Swift Key Word Prediction Algorithm

Philipp Brandl
04/27/2015

Objective

The goal of the Capstone Project is to create a shiny app that is able to predict the next word when entering a text.

Features of the App:

  • present three predicted words to the user
  • ability to click on predicted words to enter them into text box
  • display weights of predicted words

Usage

In the first half of the screen is the Input and Output section with the text box to display words either captured through the key strokes or from the word buttons.

Please wait until there are three predicted words are presented before using the application. Otherwise it is not fully loaded.

Interaction:

  • type word into text box
  • click on predicted word to automatically enter it into text box

Algorithm

Two concepts are used for the algorithm

  1. Stupid Backoff Algorithm - To find the probability of word appearing in a sentence it will first look for context for the word at the n-gram level and if there is no n-gram of that size it will recurse to the (n-1)-gram and multiply its score with 0.4. The recursion stops at unigrams.

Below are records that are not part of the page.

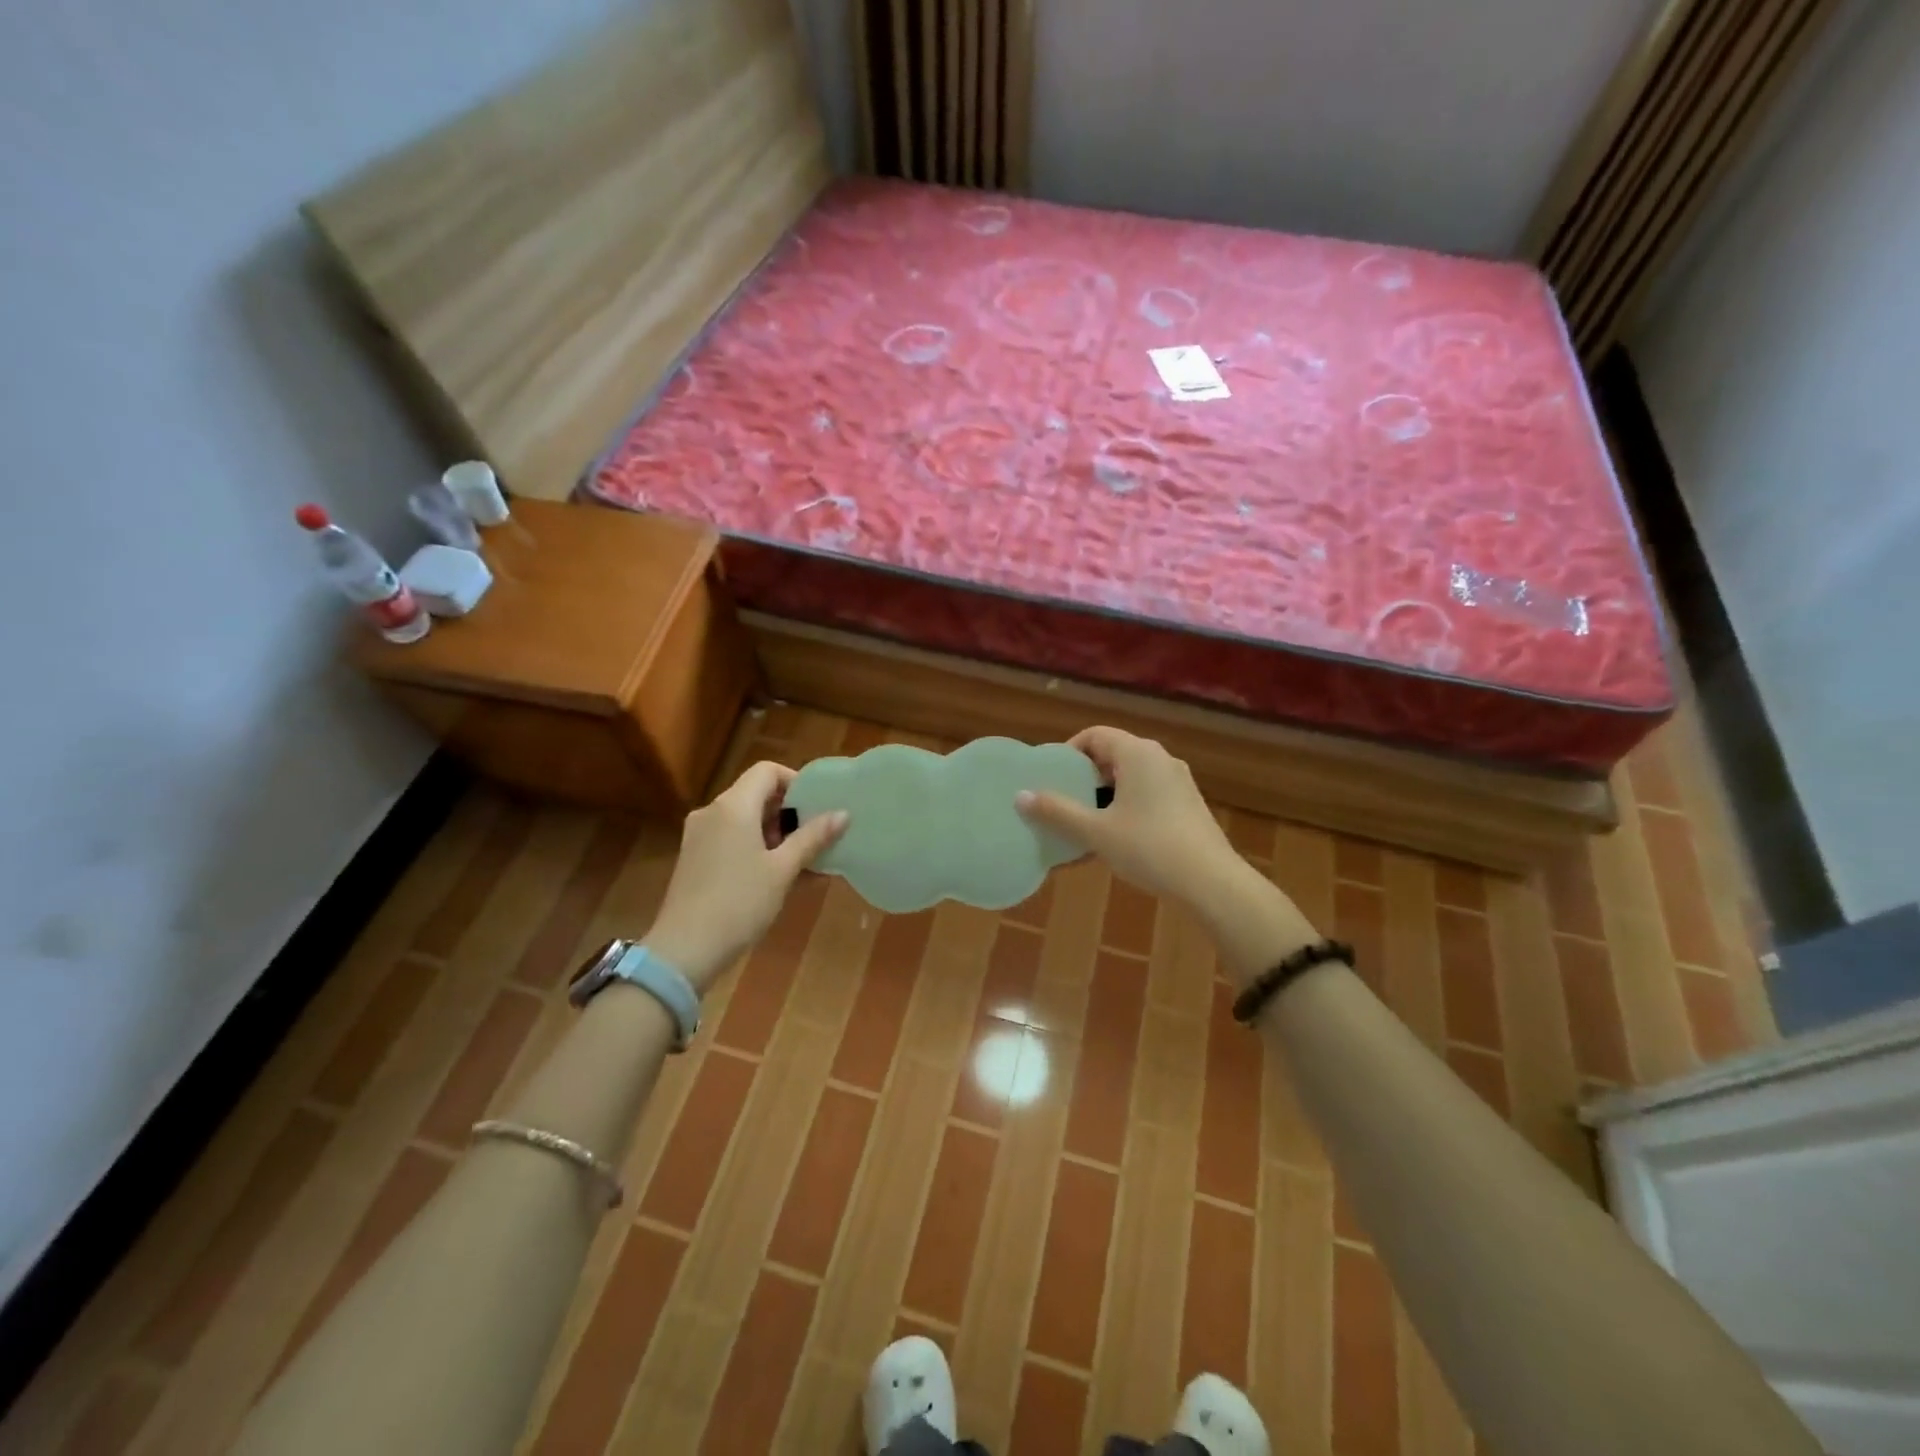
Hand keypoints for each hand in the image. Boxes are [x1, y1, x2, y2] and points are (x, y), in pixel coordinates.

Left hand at [642, 761, 846, 993]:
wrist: (685, 950)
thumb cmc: (740, 902)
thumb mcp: (783, 870)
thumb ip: (813, 838)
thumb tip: (843, 813)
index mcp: (733, 806)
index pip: (767, 771)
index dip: (795, 782)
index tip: (818, 807)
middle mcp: (712, 812)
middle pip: (755, 794)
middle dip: (788, 812)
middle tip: (815, 836)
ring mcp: (699, 836)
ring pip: (743, 819)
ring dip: (773, 833)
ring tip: (802, 860)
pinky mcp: (694, 858)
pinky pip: (731, 838)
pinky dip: (755, 847)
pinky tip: (777, 875)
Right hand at [1015, 726, 1241, 909]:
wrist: (1211, 882)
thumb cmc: (1149, 848)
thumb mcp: (1096, 831)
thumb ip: (1057, 811)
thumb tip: (1020, 796)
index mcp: (1137, 753)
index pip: (1095, 735)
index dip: (1069, 752)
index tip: (1052, 778)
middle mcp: (1160, 758)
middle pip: (1113, 755)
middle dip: (1085, 777)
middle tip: (1063, 802)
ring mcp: (1178, 781)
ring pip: (1131, 777)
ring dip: (1105, 795)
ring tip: (1085, 823)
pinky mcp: (1188, 804)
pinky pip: (1148, 794)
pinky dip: (1127, 807)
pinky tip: (1116, 839)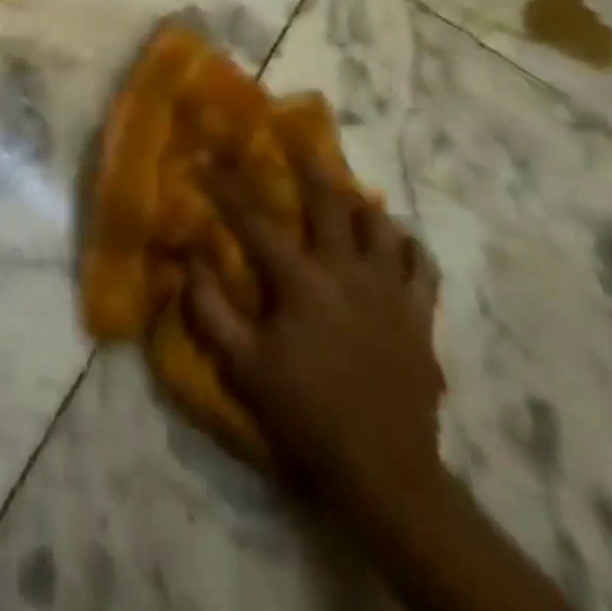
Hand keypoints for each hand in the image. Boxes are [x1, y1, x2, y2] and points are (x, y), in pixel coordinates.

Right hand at [184, 169, 444, 515]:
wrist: (384, 471)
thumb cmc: (305, 413)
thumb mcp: (242, 366)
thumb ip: (210, 309)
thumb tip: (191, 258)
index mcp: (302, 282)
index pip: (255, 220)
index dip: (227, 186)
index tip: (207, 158)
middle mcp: (348, 271)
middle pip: (329, 201)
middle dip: (307, 165)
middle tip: (293, 138)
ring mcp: (390, 290)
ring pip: (379, 223)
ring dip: (357, 202)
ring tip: (342, 193)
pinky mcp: (420, 315)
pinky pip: (420, 264)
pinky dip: (405, 245)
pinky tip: (391, 241)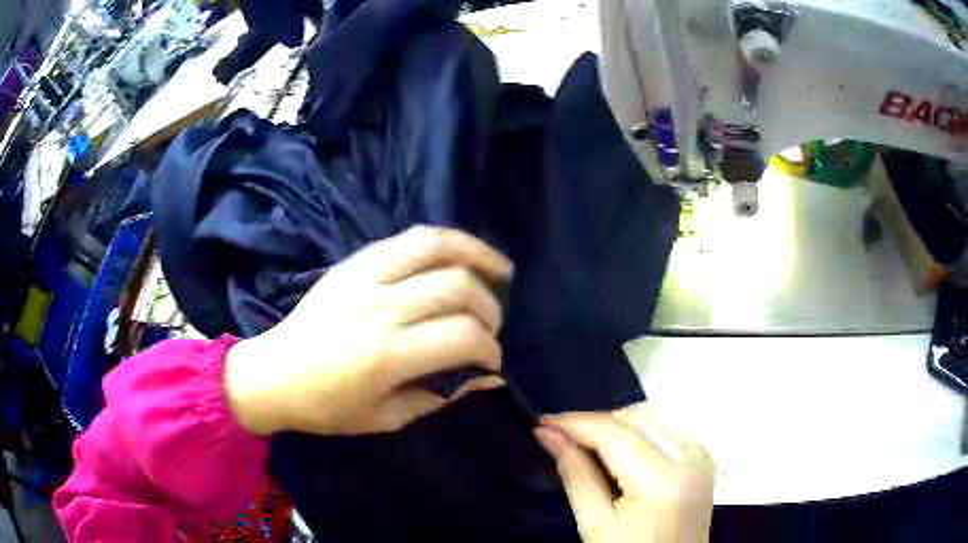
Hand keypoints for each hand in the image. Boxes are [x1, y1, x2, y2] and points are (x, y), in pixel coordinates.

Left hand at [225, 226, 511, 435]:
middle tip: (489, 328)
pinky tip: (460, 254)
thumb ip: (441, 394)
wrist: (273, 372)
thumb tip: (488, 377)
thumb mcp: (387, 417)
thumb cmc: (327, 406)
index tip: (492, 361)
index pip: (464, 337)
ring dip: (477, 255)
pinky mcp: (355, 261)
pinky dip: (444, 242)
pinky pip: (409, 238)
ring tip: (499, 269)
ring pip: (437, 246)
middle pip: (458, 288)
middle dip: (489, 310)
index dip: (490, 350)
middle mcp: (381, 306)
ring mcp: (366, 275)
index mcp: (387, 354)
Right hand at [535, 408, 714, 542]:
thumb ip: (575, 474)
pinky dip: (640, 428)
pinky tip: (623, 447)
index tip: (543, 422)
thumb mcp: (594, 523)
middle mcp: (689, 456)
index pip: (614, 433)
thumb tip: (547, 434)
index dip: (575, 422)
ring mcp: (701, 453)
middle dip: (595, 423)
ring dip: (617, 423)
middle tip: (562, 438)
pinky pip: (669, 424)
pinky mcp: (703, 455)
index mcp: (661, 480)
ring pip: (652, 414)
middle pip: (634, 417)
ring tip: (589, 445)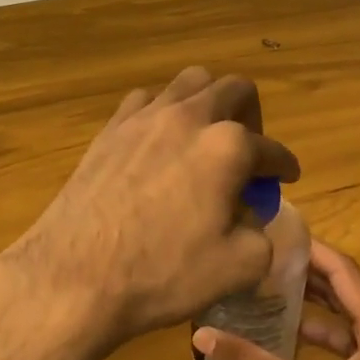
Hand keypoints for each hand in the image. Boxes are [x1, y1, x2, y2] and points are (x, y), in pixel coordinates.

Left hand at [0, 68, 300, 351]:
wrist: (74, 277)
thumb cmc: (162, 275)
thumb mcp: (239, 267)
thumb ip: (262, 234)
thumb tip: (250, 219)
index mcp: (227, 147)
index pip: (271, 150)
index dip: (284, 166)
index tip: (286, 178)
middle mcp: (188, 118)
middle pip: (234, 89)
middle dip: (252, 117)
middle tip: (248, 153)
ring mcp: (143, 118)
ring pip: (188, 83)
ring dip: (207, 103)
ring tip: (204, 139)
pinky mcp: (109, 130)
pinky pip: (145, 101)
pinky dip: (163, 113)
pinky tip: (159, 144)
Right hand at [192, 242, 359, 359]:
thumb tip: (201, 335)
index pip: (346, 274)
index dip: (312, 252)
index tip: (277, 235)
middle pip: (348, 292)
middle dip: (308, 275)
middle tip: (265, 259)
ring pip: (348, 319)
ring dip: (312, 305)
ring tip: (268, 289)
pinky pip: (349, 344)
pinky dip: (320, 335)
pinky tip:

  2. Spooky.x - The Jenkins hash functions are a collection of (non-cryptographic) hash functions for multi-byte keys designed by Bob Jenkins. They detect identical records in a database and also used as checksums to detect accidental data corruption. Spooky.32 helps to optimize the search time.

Summary

Application:
1. Dynamic and Multiple choices: recommends 3 words
2. Easy to use: Just write and then click the words as they appear

All recommended words are:
1. Whitestripped
2. Lowercased, Punctuation and numbers removed
3. Tokenized into 1,2,3 and 4 grams using RWeka n-gram tokenizer

Shiny App: https://zyrix.shinyapps.io/swift_key/